It may be getting a bit long in the tooth now, especially compared to more recent models, but there is something about the venerable X-Pro1 that screams “pick me up!” A bit like Alice in Wonderland finding a bottle labelled “drink me” whenever I see the X-Pro1 sat on the side I have the urge to pick it up and make photographs.
It happened half an hour ago; I walked down the stairs and spotted it on the blanket box that occupies part of the first floor landing. “Pick me up!” And I did. It is warm and sunny today with one of those bright blue skies irritatingly devoid of even a wisp of cloud, hardly a day for moody monochromes or sweeping landscapes, at least not in terms of how I like to record them. So a close up of the pear blossom it is.

The same thing happened last Thursday when Zac and I got in from school. This time it was on top of the display cabinet by the front door; it seems to move around the house with a will of its own. “Snap!” A simple little shot of Zac, still in school uniform, running around in the front garden before tea. It may not focus and track like more recent models but experience and anticipation help to bridge the gap.
I think it’s this versatility that is part of its appeal. From photographing the grand children to recording blossom in the garden it will turn its hand to most things and with the array of lenses Fuji have provided, some specifically made with the X-Pro1 in mind, it is well capable of turning out decent images time after time. The X-trans sensor and processor have been superseded and improved upon undoubtedly but this little camera still produces JPEGs with that certain, indefinable “something” to my mind.

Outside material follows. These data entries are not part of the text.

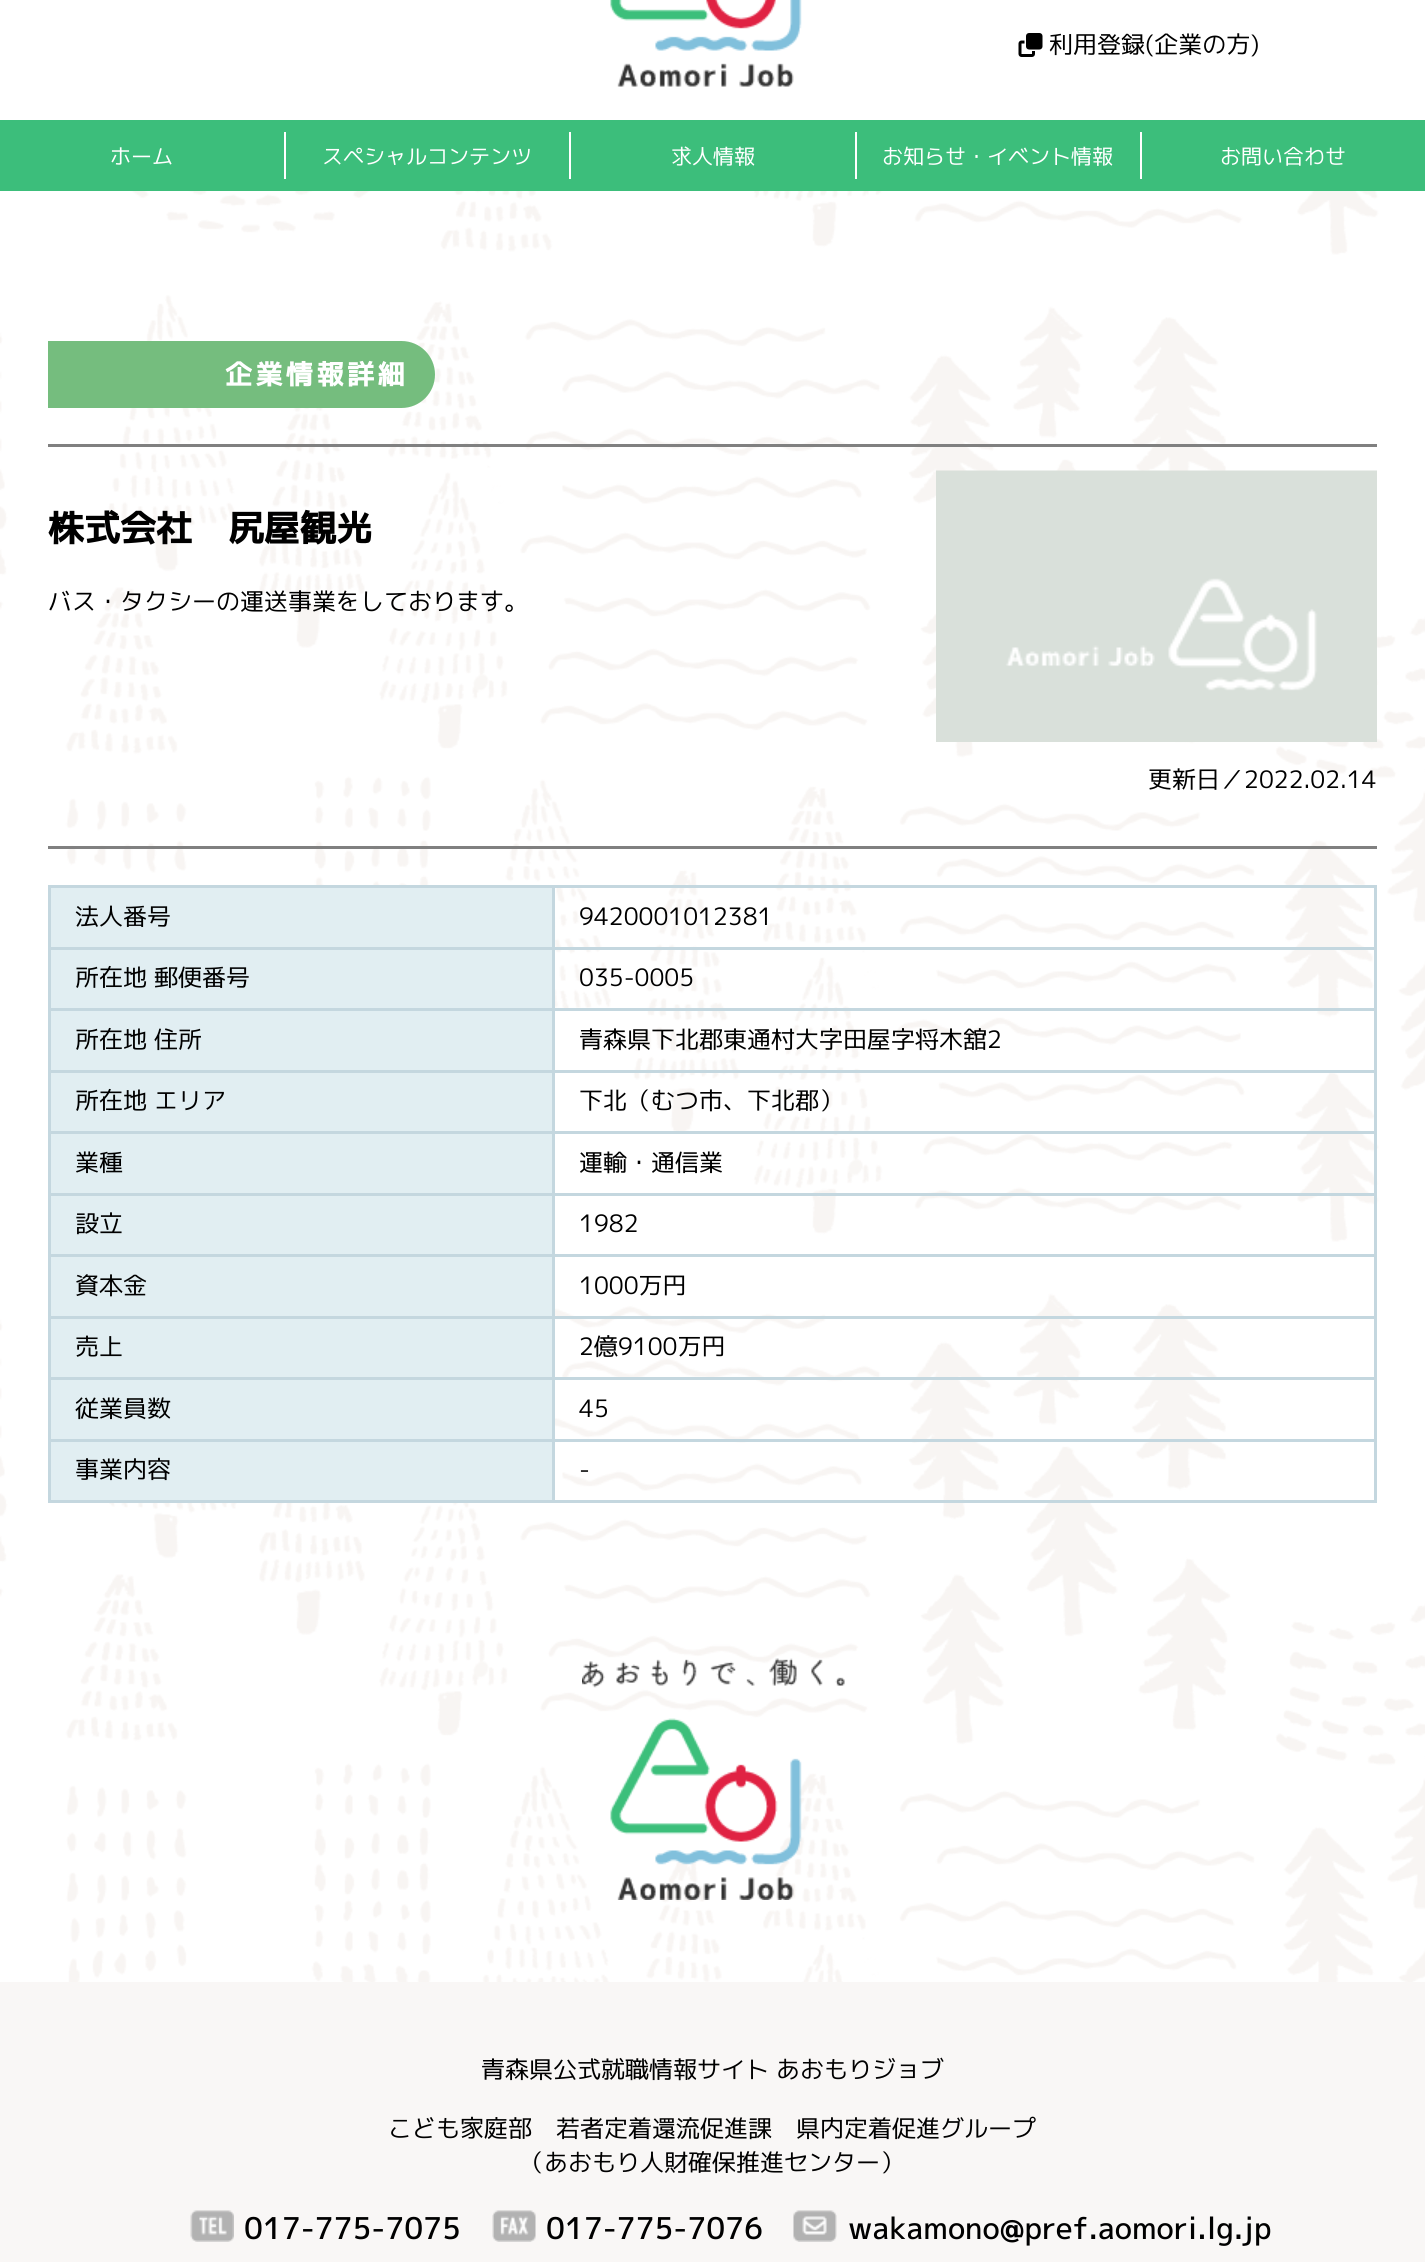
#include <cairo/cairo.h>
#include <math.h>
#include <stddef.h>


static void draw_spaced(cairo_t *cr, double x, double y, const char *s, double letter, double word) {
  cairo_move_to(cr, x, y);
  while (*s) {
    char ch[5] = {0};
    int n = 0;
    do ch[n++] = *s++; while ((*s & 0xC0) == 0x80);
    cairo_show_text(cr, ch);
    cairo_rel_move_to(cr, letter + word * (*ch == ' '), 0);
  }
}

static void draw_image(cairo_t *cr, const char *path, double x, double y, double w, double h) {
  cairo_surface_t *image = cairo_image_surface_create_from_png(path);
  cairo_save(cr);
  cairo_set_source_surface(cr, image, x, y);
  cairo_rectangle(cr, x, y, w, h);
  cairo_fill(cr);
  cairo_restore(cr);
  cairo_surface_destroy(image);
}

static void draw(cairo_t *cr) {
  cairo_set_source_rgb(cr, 1, 1, 1);
  cairo_paint(cr);
  draw_image(cr, "images/1.png", 0, 191, 1425, 1791);
  draw_image(cr, "images/2.png", 610, 0, 192, 87);
  draw_image(cr, "images/3.png", 1018, 33, 25, 24);
  cairo_set_source_rgb(cr, 60 / 255.0, 190 / 255.0, 123 / 255.0);
  cairo_rectangle(cr, 0, 120, 1425, 71);
  cairo_fill(cr);
  cairo_set_source_rgb(cr, 1, 1, 1);
  cairo_rectangle(cr, 284, 132, 2, 47);
  cairo_fill(cr);
  cairo_rectangle(cr, 569, 132, 2, 47);
  cairo_fill(cr);
  cairo_rectangle(cr, 855, 132, 2, 47);
  cairo_fill(cr);
  cairo_rectangle(cr, 1140, 132, 2, 47);
  cairo_fill(cr);
  cairo_set_source_rgb(cr, 117 / 255.0, 189 / 255.0, 126 / 255.0);
  cairo_new_path(cr);
  cairo_move_to(cr, 48, 341);
  cairo_line_to(cr, 401.5, 341);
  cairo_curve_to(cr, 420, 341, 435, 356, 435, 374.5);
  cairo_curve_to(cr, 435, 393, 420, 408, 401.5, 408);
  cairo_line_to(cr, 48, 408);
  cairo_close_path(cr);
  cairo_fill(cr);
  cairo_set_source_rgb(cr, 128 / 255.0, 128 / 255.0, 128 / 255.0);
  cairo_rectangle(cr, 48, 444, 1329, 3);
  cairo_fill(cr);
  cairo_rectangle(cr, 48, 846, 1329, 3);
  cairo_fill(cr);
  draw_image(cr, "images/4.png", 936, 470, 441, 272);
  cairo_set_source_rgb(cr, 225 / 255.0, 238 / 255.0, 242 / 255.0);
  cairo_rectangle(cr, 51, 888, 501, 59);
  cairo_fill(cr);
  cairo_set_source_rgb(cr, 196 / 255.0, 215 / 255.0, 223 / 255.0);
  cairo_rectangle(cr, 552, 885, 825, 3);
  cairo_fill(cr);
  cairo_rectangle(cr, 552, 947, 825, 3);
  cairo_fill(cr);
  cairo_rectangle(cr, 552, 1008, 825, 3);
  cairo_fill(cr);
  cairo_rectangle(cr, 552, 1070, 825, 3);
  cairo_fill(cr);
  cairo_rectangle(cr, 552, 1131, 825, 3);
  cairo_fill(cr);
  cairo_rectangle(cr, 552, 1193, 825, 3);
  cairo_fill(cr);
  cairo_rectangle(cr, 552, 1254, 825, 3);
  cairo_fill(cr);
  cairo_rectangle(cr, 552, 1316, 825, 3);
  cairo_fill(cr);
  cairo_rectangle(cr, 552, 1377, 825, 3);
  cairo_fill(cr);
  cairo_rectangle(cr, 552, 1439, 825, 3);
  cairo_fill(cr);
  cairo_rectangle(cr, 1374, 1439, 3, 64);
  cairo_fill(cr);
  cairo_rectangle(cr, 552, 1500, 825, 3);
  cairo_fill(cr);
  cairo_rectangle(cr, 552, 1439, 3, 64);
  cairo_fill(cr);
  cairo_rectangle(cr, 48, 1439, 507, 3);
  cairo_fill(cr);
  cairo_rectangle(cr, 552, 1377, 3, 65);
  cairo_fill(cr);
  cairo_rectangle(cr, 48, 1377, 507, 3);
  cairo_fill(cr);
  cairo_rectangle(cr, 552, 1316, 3, 64);
  cairo_fill(cr);
  cairo_rectangle(cr, 48, 1316, 507, 3);
  cairo_fill(cr);
  cairo_rectangle(cr, 552, 1254, 3, 65);
  cairo_fill(cr);
  cairo_rectangle(cr, 48, 1254, 507, 3);
  cairo_fill(cr);
  cairo_rectangle(cr, 552, 1193, 3, 64);
  cairo_fill(cr);
  cairo_rectangle(cr, 48, 1193, 507, 3);
  cairo_fill(cr);
  cairo_rectangle(cr, 552, 1131, 3, 65);
  cairo_fill(cr);
  cairo_rectangle(cr, 48, 1131, 507, 3);
  cairo_fill(cr);
  cairo_rectangle(cr, 552, 1070, 3, 64);
  cairo_fill(cr);
  cairo_rectangle(cr, 48, 1070, 507, 3);
  cairo_fill(cr);
  cairo_rectangle(cr, 552, 1008, 3, 65);
  cairo_fill(cr);
  cairo_rectangle(cr, 48, 1008, 507, 3);
  cairo_fill(cr);
  cairo_rectangle(cr, 552, 947, 3, 64);
  cairo_fill(cr);
  cairo_rectangle(cr, 48, 947, 507, 3);
  cairo_fill(cr);
  cairo_rectangle(cr, 552, 885, 3, 65);
  cairo_fill(cr);
  cairo_rectangle(cr, 48, 885, 507, 3);
  cairo_fill(cr);
  cairo_rectangle(cr, 48, 1500, 507, 3);
  cairo_fill(cr);
  cairo_rectangle(cr, 48, 1439, 3, 64);
  cairo_fill(cr);
  cairo_rectangle(cr, 48, 1377, 3, 65);
  cairo_fill(cr);
  cairo_rectangle(cr, 48, 1316, 3, 64);
  cairo_fill(cr);
  cairo_rectangle(cr, 48, 1254, 3, 65);
  cairo_fill(cr);
  cairo_rectangle(cr, 48, 1193, 3, 64);
  cairo_fill(cr);
  cairo_rectangle(cr, 48, 1131, 3, 65);
  cairo_fill(cr);
  cairo_rectangle(cr, 48, 1070, 3, 64);
  cairo_fill(cr);
  cairo_rectangle(cr, 48, 1008, 3, 65);
  cairo_fill(cr);
  cairo_rectangle(cr, 48, 947, 3, 64);
  cairo_fill(cr);
  cairo_rectangle(cr, 48, 885, 3, 65);
  cairo_fill(cr);
  cairo_rectangle(cr, 1374, 1377, 3, 65);
  cairo_fill(cr);
  cairo_rectangle(cr, 1374, 1316, 3, 64);
  cairo_fill(cr);
  cairo_rectangle(cr, 1374, 1254, 3, 65);
  cairo_fill(cr);
  cairo_rectangle(cr, 1374, 1193, 3, 64);
  cairo_fill(cr);
  cairo_rectangle(cr, 1374, 1131, 3, 65);
  cairo_fill(cr);
  cairo_rectangle(cr, 1374, 1070, 3, 64);
  cairo_fill(cr);
  cairo_rectangle(cr, 1374, 1008, 3, 65);
  cairo_fill(cr);
  cairo_rectangle(cr, 1374, 947, 3, 64);
  cairo_fill(cr);
  cairo_rectangle(cr, 1374, 885, 3, 65);
  cairo_fill(cr);
  cairo_set_source_rgb(cr, 225 / 255.0, 238 / 255.0, 242 / 255.0);
  cairo_rectangle(cr, 51, 950, 501, 58);
  cairo_fill(cr);
  cairo_rectangle(cr, 51, 1011, 501, 59);
  cairo_fill(cr);
  cairo_rectangle(cr, 51, 1073, 501, 58);
  cairo_fill(cr);
  cairo_rectangle(cr, 51, 1134, 501, 59);
  cairo_fill(cr);
  cairo_rectangle(cr, 51, 1196, 501, 58);
  cairo_fill(cr);
  cairo_rectangle(cr, 51, 1257, 501, 59);
  cairo_fill(cr);
  cairo_rectangle(cr, 51, 1319, 501, 58);
  cairo_fill(cr);
  cairo_rectangle(cr, 51, 1380, 501, 59);
  cairo_fill(cr);
  cairo_rectangle(cr, 51, 1442, 501, 58);
  cairo_fill(cr);
  draw_image(cr, "images/5.png", 582, 1658, 263, 242);
  cairo_set_source_rgb(cr, 249 / 255.0, 247 / 255.0, 246 / 255.0);
  cairo_rectangle(cr, 0, 1982, 1425, 280);
  cairo_fill(cr);
  draw_image(cr, "images/6.png", 190, 2210, 44, 32);
  draw_image(cr, "images/7.png", 492, 2210, 44, 32);
  draw_image(cr, "images/8.png", 793, 2210, 44, 32);
  cairo_select_font_face(cr, "M PLUS 1p", CAIRO_FONT_SLANT_NORMAL, CAIRO_FONT_WEIGHT_NORMAL);
  cairo_set_font_size(cr, 24);
  cairo_set_source_rgb(cr, 0, 0, 0);
  cairo_move_to(cr, 1049, 53);
  cairo_show_text(cr, "利用登録(企業の方)");
  cairo_set_font_size(cr, 21);
  cairo_set_source_rgb(cr, 1, 1, 1);
  cairo_move_to(cr, 110, 164);
  cairo_show_text(cr, "ホーム");
  cairo_move_to(cr, 322, 164);
  cairo_show_text(cr, "スペシャルコンテンツ");
  cairo_move_to(cr, 671, 164);
  cairo_show_text(cr, "求人情報");
  cairo_move_to(cr, 882, 164);
  cairo_show_text(cr, "お知らせ・イベント情報");
  cairo_move_to(cr, 1220, 164);
  cairo_show_text(cr, "お問い合わせ");
  cairo_select_font_face(cr, "M PLUS 1p", CAIRO_FONT_SLANT_NORMAL, CAIRO_FONT_WEIGHT_BOLD);
  cairo_set_font_size(cr, 27);
  draw_spaced(cr, 225, 384, "企業情報詳細", 3.5, 0);
  cairo_set_font_size(cr, 36);
  cairo_set_source_rgb(cr, 0, 0, 0);
  cairo_move_to(cr, 48, 541);
  cairo_show_text(cr, "株式会社　尻屋観光");
  cairo_select_font_face(cr, "M PLUS 1p", CAIRO_FONT_SLANT_NORMAL, CAIRO_FONT_WEIGHT_NORMAL);
  cairo_set_font_size(cr, 24);
  cairo_move_to(cr, 48, 610);
  cairo_show_text(cr, "バス・タクシーの運送事業をしております。");
  cairo_move_to(cr, 1148, 788);
  cairo_show_text(cr, "更新日／2022.02.14");
  cairo_move_to(cr, 75, 925);
  cairo_show_text(cr, "法人番号");
  cairo_move_to(cr, 579, 925);
  cairo_show_text(cr, "9420001012381");
  cairo_move_to(cr, 75, 986);
  cairo_show_text(cr, "所在地 郵便番号");
  cairo_move_to(cr, 579, 986);
  cairo_show_text(cr, "035-0005");
  cairo_move_to(cr, 75, 1048);
  cairo_show_text(cr, "所在地 住所");
  cairo_move_to(cr, 579, 1048);
  cairo_show_text(cr, "青森県下北郡東通村大字田屋字将木舘2");
  cairo_move_to(cr, 75, 1109);
  cairo_show_text(cr, "所在地 エリア");
  cairo_move_to(cr, 579, 1109);
  cairo_show_text(cr, "下北（むつ市、下北郡）");
  cairo_move_to(cr, 75, 1171);
  cairo_show_text(cr, "業種");
  cairo_move_to(cr, 579, 1171);
  cairo_show_text(cr, "運輸・通信業");
  cairo_move_to(cr, 75, 1232);
  cairo_show_text(cr, "設立");
  cairo_move_to(cr, 579, 1232);
  cairo_show_text(cr, "1982");
  cairo_move_to(cr, 75, 1294);
  cairo_show_text(cr, "資本金");
  cairo_move_to(cr, 579, 1294);
  cairo_show_text(cr, "1000万円");
  cairo_move_to(cr, 75, 1355);
  cairo_show_text(cr, "売上");
  cairo_move_to(cr, 579, 1355);
  cairo_show_text(cr, "2億9100万円");
  cairo_move_to(cr, 75, 1417);
  cairo_show_text(cr, "従業員数");
  cairo_move_to(cr, 579, 1417);
  cairo_show_text(cr, "45");
  cairo_move_to(cr, 75, 1478);
  cairo_show_text(cr, "事業内容");
  cairo_move_to(cr, 579, 1478);
  cairo_show_text(cr, "-");
  cairo_move_to(cr, 481, 2078);
  cairo_show_text(cr, "青森県公式就職情報サイト あおもりジョブ");
  cairo_move_to(cr, 388, 2137);
  cairo_show_text(cr, "こども家庭部　若者定着還流促進課　県内定着促進グループ");
  cairo_move_to(cr, 520, 2171);
  cairo_show_text(cr, "（あおもり人財確保推進センター）");
  cairo_select_font_face(cr, "M PLUS 1p Medium", CAIRO_FONT_SLANT_NORMAL, CAIRO_FONT_WEIGHT_NORMAL);
  cairo_set_font_size(cr, 30);
  cairo_move_to(cr, 244, 2239);
  cairo_show_text(cr, "017-775-7075");
  cairo_move_to(cr, 546, 2239);
  cairo_show_text(cr, "017-775-7076");
  cairo_move_to(cr, 848, 2239);
  cairo_show_text(cr, "wakamono@pref.aomori.lg.jp");
}

int main(void) {
  cairo_surface_t *surface = cairo_image_surface_create(CAIRO_FORMAT_RGB24, 1425, 2262);
  cairo_t *cr = cairo_create(surface);
  cairo_font_options_t *options = cairo_font_options_create();
  cairo_font_options_set_hint_metrics(options, CAIRO_HINT_METRICS_OFF);
  cairo_font_options_set_hint_style(options, CAIRO_HINT_STYLE_NONE);
  cairo_set_font_options(cr, options);
  cairo_set_miter_limit(cr, 4);
  draw(cr);
  cairo_surface_write_to_png(surface, "out.png");
  cairo_font_options_destroy(options);
  cairo_destroy(cr);
  cairo_surface_destroy(surface);
  return 0;
}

It is also a lovely, tactile camera. I enjoy holding and using it, there is just something about the user experience that again I cannot define nor articulate fully. My Nikon D750 is undoubtedly technically superior and I enjoy using it but it does not have the same magic that the X-Pro1 manages to give. The Nikon with the Sigma 105mm macro lens would no doubt have produced a technically superior image of the pear blossom above but there is just something about firing the shutter of the X-Pro1 that the Nikon cannot equal.
It is almost the difference between a film SLR and a modern DSLR. When I take a photograph with the X-Pro1 it almost feels as though I’m using one of my old film cameras. Perhaps that is it – a digital camera that feels analogue in some voodoo-magic way?
Whatever the reasons, the £150 I spent buying this Fujifilm X-Pro1 body last year was one of the best photographic buys I have made since I bought my first “serious” camera in the mid 1970s. It was also one of my best bargains and whilst I have now two newer Fuji bodies in my kit bag I still reach for this one on a regular basis for the pure joy of using it.
An Oldie perhaps but very definitely a Goodie in my eyes.